Dan Williams changed the code to only recompute blocks from failed
devices, way back in 2008.
Commit: c337869d9501 ("md: do not compute parity unless it is on a failed drive")

Back then we didn't have raid6 in the same code, so the fix was probably
fine.

I wonder what the best fix is.... Dan... Any thoughts?

NeilBrown

This works for simple tests but might not be correct.

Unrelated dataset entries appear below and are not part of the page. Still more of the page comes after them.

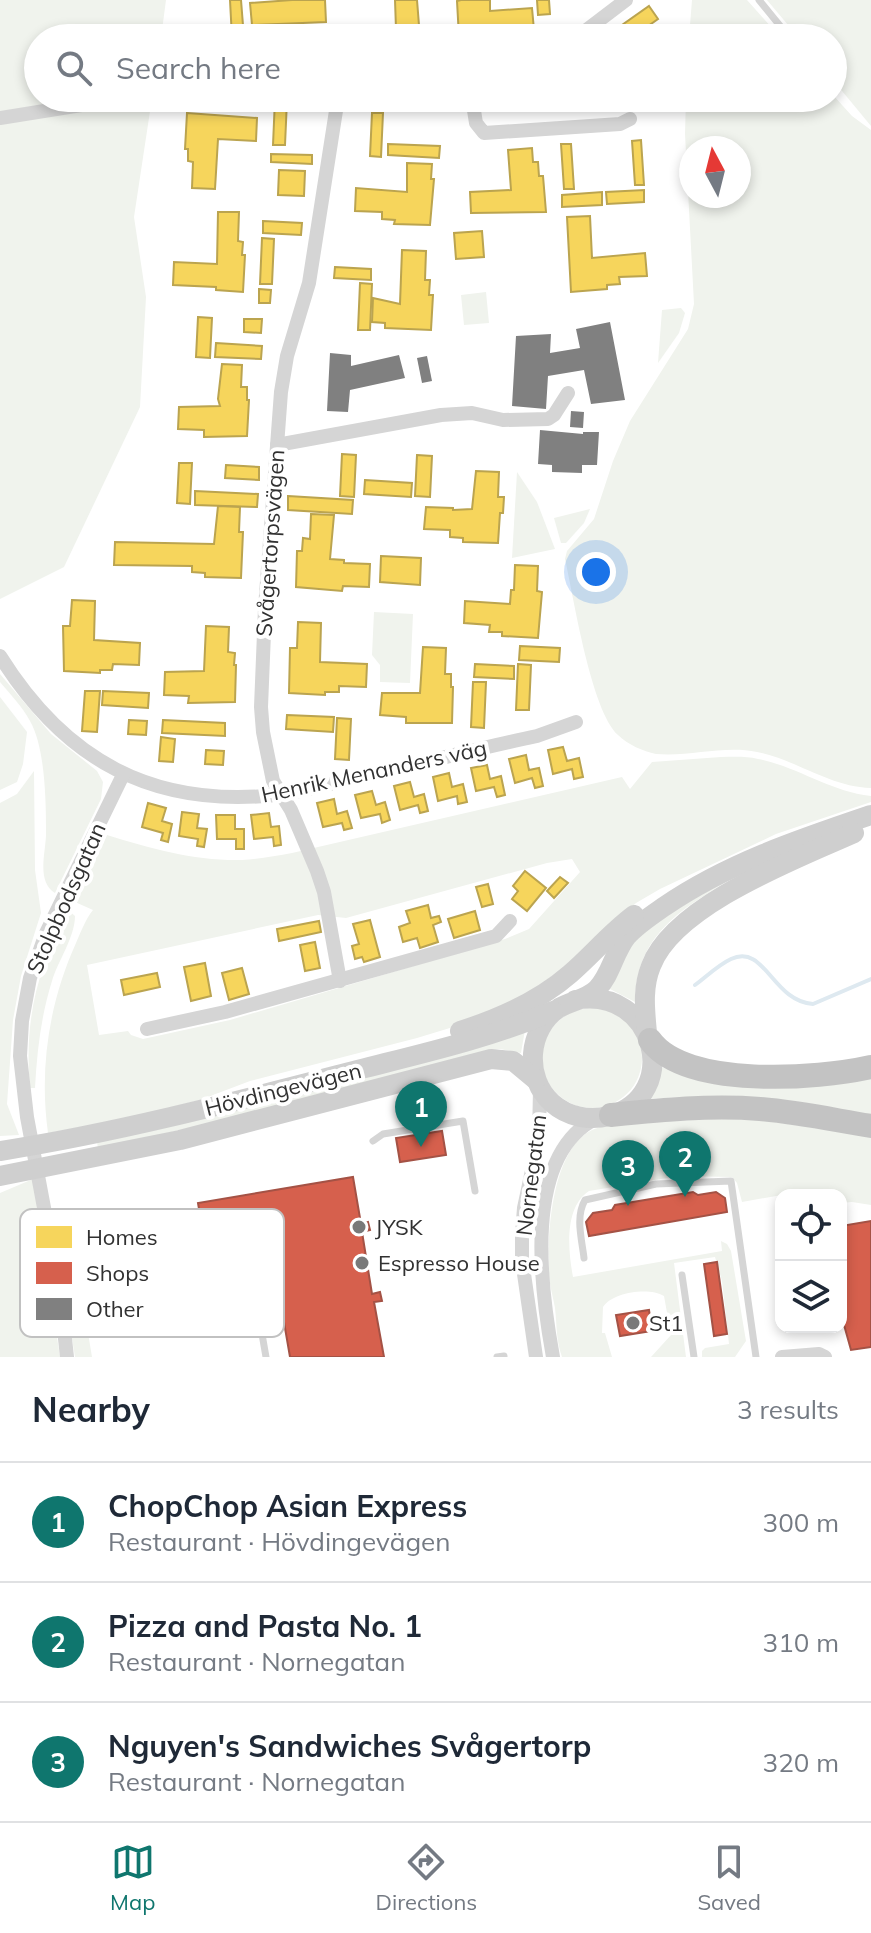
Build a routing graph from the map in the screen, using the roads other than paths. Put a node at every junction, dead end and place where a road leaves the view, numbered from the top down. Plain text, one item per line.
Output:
1 (626, 0) edge
2 (759, 0) edge
3 (594, 24) edge
4 (779, 24) edge
5 (38, 112) edge
6 (336, 112) edge
7 (474, 112) edge
8 (0, 118) edge
9 (630, 119) dead end
10 (568, 393) dead end
11 (277, 445) junction
12 (0, 656) edge
13 (576, 722) dead end
14 (123, 775) junction
15 (280, 795) junction
16 (871, 815) edge
17 (871, 826) edge
18 (709, 878) junction
19 (510, 921) dead end
20 (340, 981) junction
21 (568, 1004) junction
22 (147, 1029) dead end
23 (648, 1037) junction
24 (871, 1067) edge
25 (358, 1070) junction
26 (538, 1084) junction
27 (604, 1117) junction
28 (871, 1126) edge
29 (373, 1141) dead end
30 (1, 1151) edge
31 (0, 1176) edge
32 (475, 1191) dead end
33 (44, 1209) edge
34 (584, 1258) dead end
35 (682, 1275) dead end
36 (65, 1337) edge
37 (263, 1337) edge
38 (67, 1357) edge
39 (266, 1357) edge
40 (536, 1357) edge
41 (553, 1357) edge
42 (694, 1357) edge
43 (756, 1357) edge
44 (782, 1357) edge
45 (825, 1357) edge

1 - 3 street
2 - 4 lane
5 - 8 street
6 - 11 street, Svågertorpsvägen
7 - 9 street
10 - 11 street
11 - 15 street, Svågertorpsvägen
12 - 14 street, Henrik Menanders väg
13 - 15 street, Henrik Menanders väg
14 - 15 street, Henrik Menanders väg
14 - 33 street, Stolpbodsgatan
15 - 20 street, Svågertorpsvägen
16 - 18 street
17 - 23 street
18 - 21 street
18 - 25 street
19 - 20 street
20 - 22 street
21 - 23 street
21 - 25 street, Hövdingevägen
21 - 26 street
23 - 24 highway
23 - 27 street
25 - 30 street, Hövdingevägen
26 - 27 street
26 - 31 street, Hövdingevägen
26 - 40 street, Nornegatan
27 - 28 highway
27 - 41 street, Nornegatan
29 - 32 lane
34 - 43 lane
35 - 42 lane
36 - 38 street, Stolpbodsgatan
37 - 39 lane
44 - 45 street

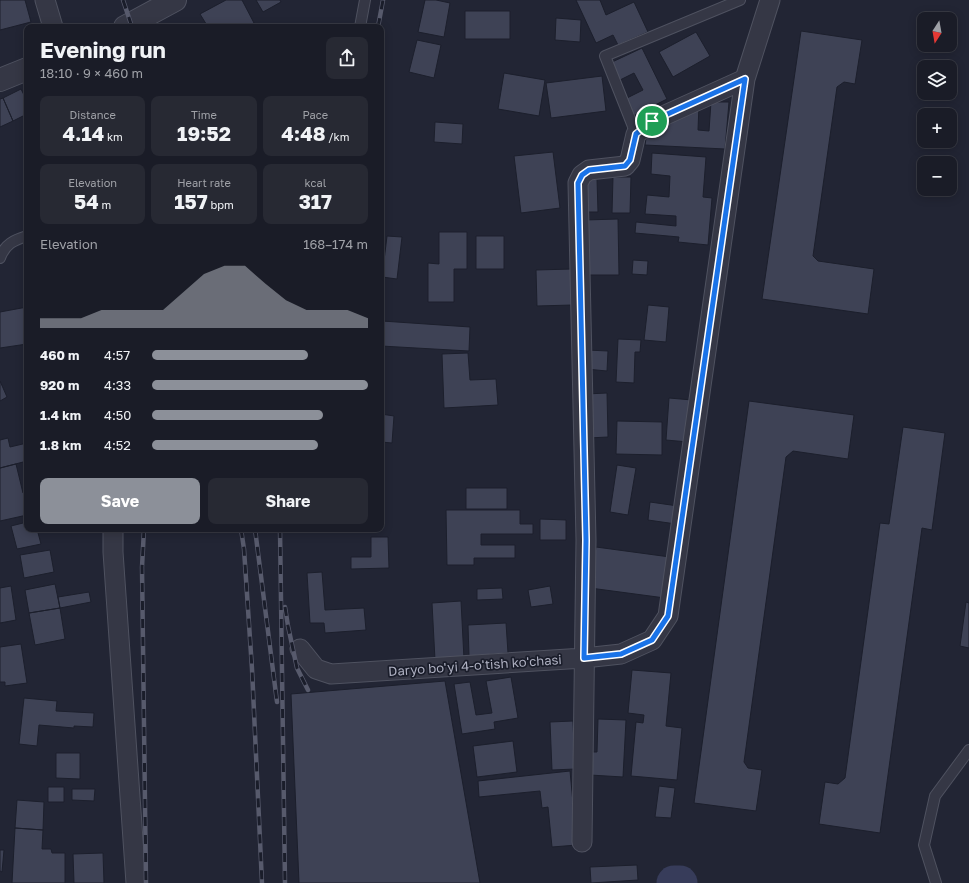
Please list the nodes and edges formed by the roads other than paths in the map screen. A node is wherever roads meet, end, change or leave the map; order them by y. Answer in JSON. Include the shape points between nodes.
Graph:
{"nodes":[{"id":1,"x":45,"y":0,"type":"edge"},
{"id":2,"x":175,"y":0,"type":"edge"},
{"id":3,"x":365,"y":0,"type":"edge"},
{"id":4,"x":740,"y":0,"type":"edge"},
{"id":5,"x":770,"y":0,"type":"edge"},
{"id":6,"x":52,"y":24,"type":"edge"},
{"id":7,"x":131,"y":24,"type":"edge"},
{"id":8,"x":361,"y":24,"type":"edge"},
{"id":9,"x":24,"y":70,"type":"edge"},
{"id":10,"x":745,"y":79,"type":"junction"},
{"id":11,"x":0,"y":80,"type":"edge"},
{"id":12,"x":636,"y":134,"type":"junction"},
{"id":13,"x":24,"y":237,"type":"edge"},
{"id":14,"x":0,"y":258,"type":"edge"},
{"id":15,"x":113,"y":532,"type":"edge"},
{"id":16,"x":300,"y":649,"type":"dead end"},
{"id":17,"x":584,"y":658,"type":"junction"},
{"id":18,"x":969,"y":750,"type":"edge"},
{"id":19,"x":582,"y":842,"type":"dead end"},
{"id":20,"x":136,"y":883,"type":"edge"},
{"id":21,"x":936,"y":883,"type":"edge"}],
"edges":[{"from":1,"to":6,"type":"street"},
{"from":2,"to":7,"type":"street"},
{"from":3,"to":8,"type":"lane"},
{"from":4,"to":12,"type":"lane","via":[[605,56]]},
{"from":5,"to":10,"type":"street","name":"Daryo bo'yi 4-o'tish ko'chasi"},
{"from":9,"to":11,"type":"street"},
{"from":10,"to":12,"type":"street","via":[[652,121]]},
{"from":10,"to":17,"type":"street","name":"Daryo bo'yi 4-o'tish ko'chasi","via":[[668,616],[652,640],[621,654]]},
{"from":12,"to":17,"type":"street","via":[[630,160],[625,166],[589,170],[582,175],[578,183],[586,540]]},
{"from":13,"to":14,"type":"lane","via":[[10,243]]},
{"from":15,"to":20,"type":"street"},
{"from":16,"to":17,"type":"street","name":"Daryo bo'yi 4-o'tish ko'chasi","via":[[316,669],[331,674]]},
{"from":17,"to":19,"type":"street"},
{"from":18,"to":21,"type":"lane","via":[[935,796],[924,845]]}]}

diff --git a/drivers/md/raid5.c b/drivers/md/raid5.c
index c523fd69a7bc..2eb45d57226c 100644
--- a/drivers/md/raid5.c
+++ b/drivers/md/raid5.c
@@ -3618,8 +3618,9 @@ static int fetch_block(struct stripe_head *sh, struct stripe_head_state *s,
 		BUG_ON(test_bit(R5_Wantread, &dev->flags));
 		BUG_ON(sh->batch_head);
 		if ((s->uptodate == disks - 1) &&
+		    ((sh->qd_idx >= 0 && sh->pd_idx == disk_idx) ||
 		    (s->failed && (disk_idx == s->failed_num[0] ||
-				   disk_idx == s->failed_num[1]))) {
+				   disk_idx == s->failed_num[1])))) {
 			/* have disk failed, and we're requested to fetch it;
 			 * do compute it
 			 */

[-- Attachment #2: signature.asc --]
[-- Type: application/pgp-signature, Size: 832 bytes --]